Binance, one of the world’s leading exchanges is adding yet another project to its ecosystem after launching its own mining pool called, “Binance Pool”. Supported by both Proof-of-Work (PoW) and Proof-of-Stake (PoS) mining mechanisms, Binance Pool will mine Bitcoin initially, before more tokens are added. Binance pool hopes to add more decentralization into the Bitcoin mining ecosystem, which is currently dominated by major players such as F2Pool and Antpool. On top of this Binance pool will offer Ethereum Mining and Staking options.
Head of Binance Pool Lisa He told Cointelegraph, that her 15 staff members were working hard to, “establish a comprehensive platform for miners that will bring more possibilities to the mining industry by bridging traditional mining to financial services.”

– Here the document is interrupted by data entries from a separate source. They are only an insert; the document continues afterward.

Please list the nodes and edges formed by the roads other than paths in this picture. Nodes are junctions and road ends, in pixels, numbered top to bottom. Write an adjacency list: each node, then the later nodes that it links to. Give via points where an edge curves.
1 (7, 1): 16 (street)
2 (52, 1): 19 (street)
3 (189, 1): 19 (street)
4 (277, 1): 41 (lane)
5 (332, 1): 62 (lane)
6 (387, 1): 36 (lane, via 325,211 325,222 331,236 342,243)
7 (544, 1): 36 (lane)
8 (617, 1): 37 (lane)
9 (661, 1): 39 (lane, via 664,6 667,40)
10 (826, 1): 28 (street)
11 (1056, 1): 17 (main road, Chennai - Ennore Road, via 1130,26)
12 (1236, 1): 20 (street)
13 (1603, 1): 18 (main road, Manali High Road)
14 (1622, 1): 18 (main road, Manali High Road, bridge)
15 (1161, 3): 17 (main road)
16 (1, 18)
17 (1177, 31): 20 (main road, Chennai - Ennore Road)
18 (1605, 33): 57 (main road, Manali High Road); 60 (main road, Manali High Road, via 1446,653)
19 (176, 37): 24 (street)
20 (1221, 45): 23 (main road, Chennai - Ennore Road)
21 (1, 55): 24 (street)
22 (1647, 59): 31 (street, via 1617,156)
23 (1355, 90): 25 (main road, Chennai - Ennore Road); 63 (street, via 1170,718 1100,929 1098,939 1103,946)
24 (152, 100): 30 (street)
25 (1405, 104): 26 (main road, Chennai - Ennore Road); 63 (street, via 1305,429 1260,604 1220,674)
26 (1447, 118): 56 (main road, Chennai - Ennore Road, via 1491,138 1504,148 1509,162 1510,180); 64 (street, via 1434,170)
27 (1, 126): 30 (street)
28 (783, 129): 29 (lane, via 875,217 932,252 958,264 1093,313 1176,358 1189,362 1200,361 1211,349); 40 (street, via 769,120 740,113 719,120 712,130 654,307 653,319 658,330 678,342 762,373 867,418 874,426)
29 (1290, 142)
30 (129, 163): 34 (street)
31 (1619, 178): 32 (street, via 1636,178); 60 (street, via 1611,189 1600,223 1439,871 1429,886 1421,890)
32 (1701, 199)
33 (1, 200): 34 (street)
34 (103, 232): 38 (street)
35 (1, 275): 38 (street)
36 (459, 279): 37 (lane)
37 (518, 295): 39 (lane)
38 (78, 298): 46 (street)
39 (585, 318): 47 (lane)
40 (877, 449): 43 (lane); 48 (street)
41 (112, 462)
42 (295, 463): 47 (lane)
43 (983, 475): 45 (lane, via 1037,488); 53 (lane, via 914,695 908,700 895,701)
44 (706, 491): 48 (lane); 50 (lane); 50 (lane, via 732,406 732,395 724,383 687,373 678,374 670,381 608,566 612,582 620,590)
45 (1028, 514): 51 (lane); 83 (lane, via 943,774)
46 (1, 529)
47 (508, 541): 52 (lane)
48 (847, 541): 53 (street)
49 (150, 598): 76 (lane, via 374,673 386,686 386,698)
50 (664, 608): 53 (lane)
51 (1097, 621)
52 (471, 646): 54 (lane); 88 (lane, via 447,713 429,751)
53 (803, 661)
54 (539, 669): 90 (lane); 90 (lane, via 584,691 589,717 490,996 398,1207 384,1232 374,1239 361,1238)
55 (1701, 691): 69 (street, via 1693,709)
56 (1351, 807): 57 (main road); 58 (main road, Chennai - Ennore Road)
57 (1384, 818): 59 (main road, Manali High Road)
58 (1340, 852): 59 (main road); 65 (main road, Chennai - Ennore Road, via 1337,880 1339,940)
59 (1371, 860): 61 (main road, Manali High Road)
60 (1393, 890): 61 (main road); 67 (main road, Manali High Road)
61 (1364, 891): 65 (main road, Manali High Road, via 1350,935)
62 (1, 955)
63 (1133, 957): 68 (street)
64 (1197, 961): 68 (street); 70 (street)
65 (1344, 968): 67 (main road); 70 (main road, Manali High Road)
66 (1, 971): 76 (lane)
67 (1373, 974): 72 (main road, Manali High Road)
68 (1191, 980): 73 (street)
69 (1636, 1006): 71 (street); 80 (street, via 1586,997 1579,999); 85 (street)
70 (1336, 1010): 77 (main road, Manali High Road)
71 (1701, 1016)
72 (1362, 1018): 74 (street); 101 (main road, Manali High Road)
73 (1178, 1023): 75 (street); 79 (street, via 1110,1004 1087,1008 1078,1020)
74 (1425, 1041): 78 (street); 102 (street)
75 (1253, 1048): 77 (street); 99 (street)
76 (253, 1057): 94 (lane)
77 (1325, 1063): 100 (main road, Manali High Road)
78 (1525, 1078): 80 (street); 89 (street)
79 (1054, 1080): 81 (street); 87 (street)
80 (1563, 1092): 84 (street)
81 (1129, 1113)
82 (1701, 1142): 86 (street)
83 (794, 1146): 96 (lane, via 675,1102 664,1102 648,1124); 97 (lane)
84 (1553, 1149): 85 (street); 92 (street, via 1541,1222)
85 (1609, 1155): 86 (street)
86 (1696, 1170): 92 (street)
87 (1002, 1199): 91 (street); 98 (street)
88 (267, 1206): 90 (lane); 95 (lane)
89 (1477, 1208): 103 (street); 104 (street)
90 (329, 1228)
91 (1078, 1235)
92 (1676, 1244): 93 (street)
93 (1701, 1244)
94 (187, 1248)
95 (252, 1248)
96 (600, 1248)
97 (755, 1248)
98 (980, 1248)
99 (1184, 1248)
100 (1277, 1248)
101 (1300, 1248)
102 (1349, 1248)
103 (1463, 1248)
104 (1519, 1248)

Introductory offer of zero Mining Pool fees
In an attempt to bring customers in, the Pool is operating on zero fees until May 31 but following the initial grace period, the fee will be 2.5%. Larger miners are not an exception to this rule and they too will have to pay the fee in the future. Despite this, Binance maintains that Binance Pool will have one of the lowest fees on the market.
As for where Binance Pool fits into the Binance group, it would seem the mining system will not be independent of other branches. Instead, it is integrated into it, allowing fund transfers between the Pool and other services Binance provides like trading, staking, and lending. Not only that, but mining rewards go directly to the participants’ exchange accounts, rather than blockchain addresses.
For Binance founder and CEO, Changpeng Zhao the launch of Binance Pool represents a positive, not just for users but also for the larger industry as it will “enable significant growth and scale.” However, many are unconvinced at the positives of an economic juggernaut like Binance entering the mining industry.
Binance Receives Centralization Accusations
The reason for this concern stems from the Bitcoin hash rate. For many, Binance represents a real threat to the opportunities for smaller miners as they, alongside other more powerful pools, amass Bitcoin hash rate. One Twitter user aptly summed up many worries, tweeting “This hash distribution chart is soon going to be composed of just one color” next to a pie graph.
These concerns are only heightened when the much-anticipated Bitcoin halving event arrives and the circulation of the currency dwindles even further and with it the hash rate. Miners are already working hard to increase the hash rate prior to halving but whether smaller BTC miners will survive post halving as profits lower is the question. If not, then centralization and control could fall into a company like Binance’s hands.
However, for Lisa He, centralized control is not the incentive of Binance, rather they will facilitate the opposite, with the Binance Pool launch fostering decentralization in the mining sector.
Pointing to when Bitmain almost owned 51% of the Bitcoin hash rate (something that would give them complete control of the currency) in 2018, He argued that the entry from major companies like Binance with their computer power, has actually made the mining industry “more decentralized than it was two years ago,” as “the largest pools have less than 20% of the computing power of the whole network, and the assets on the Bitcoin network become more secure.”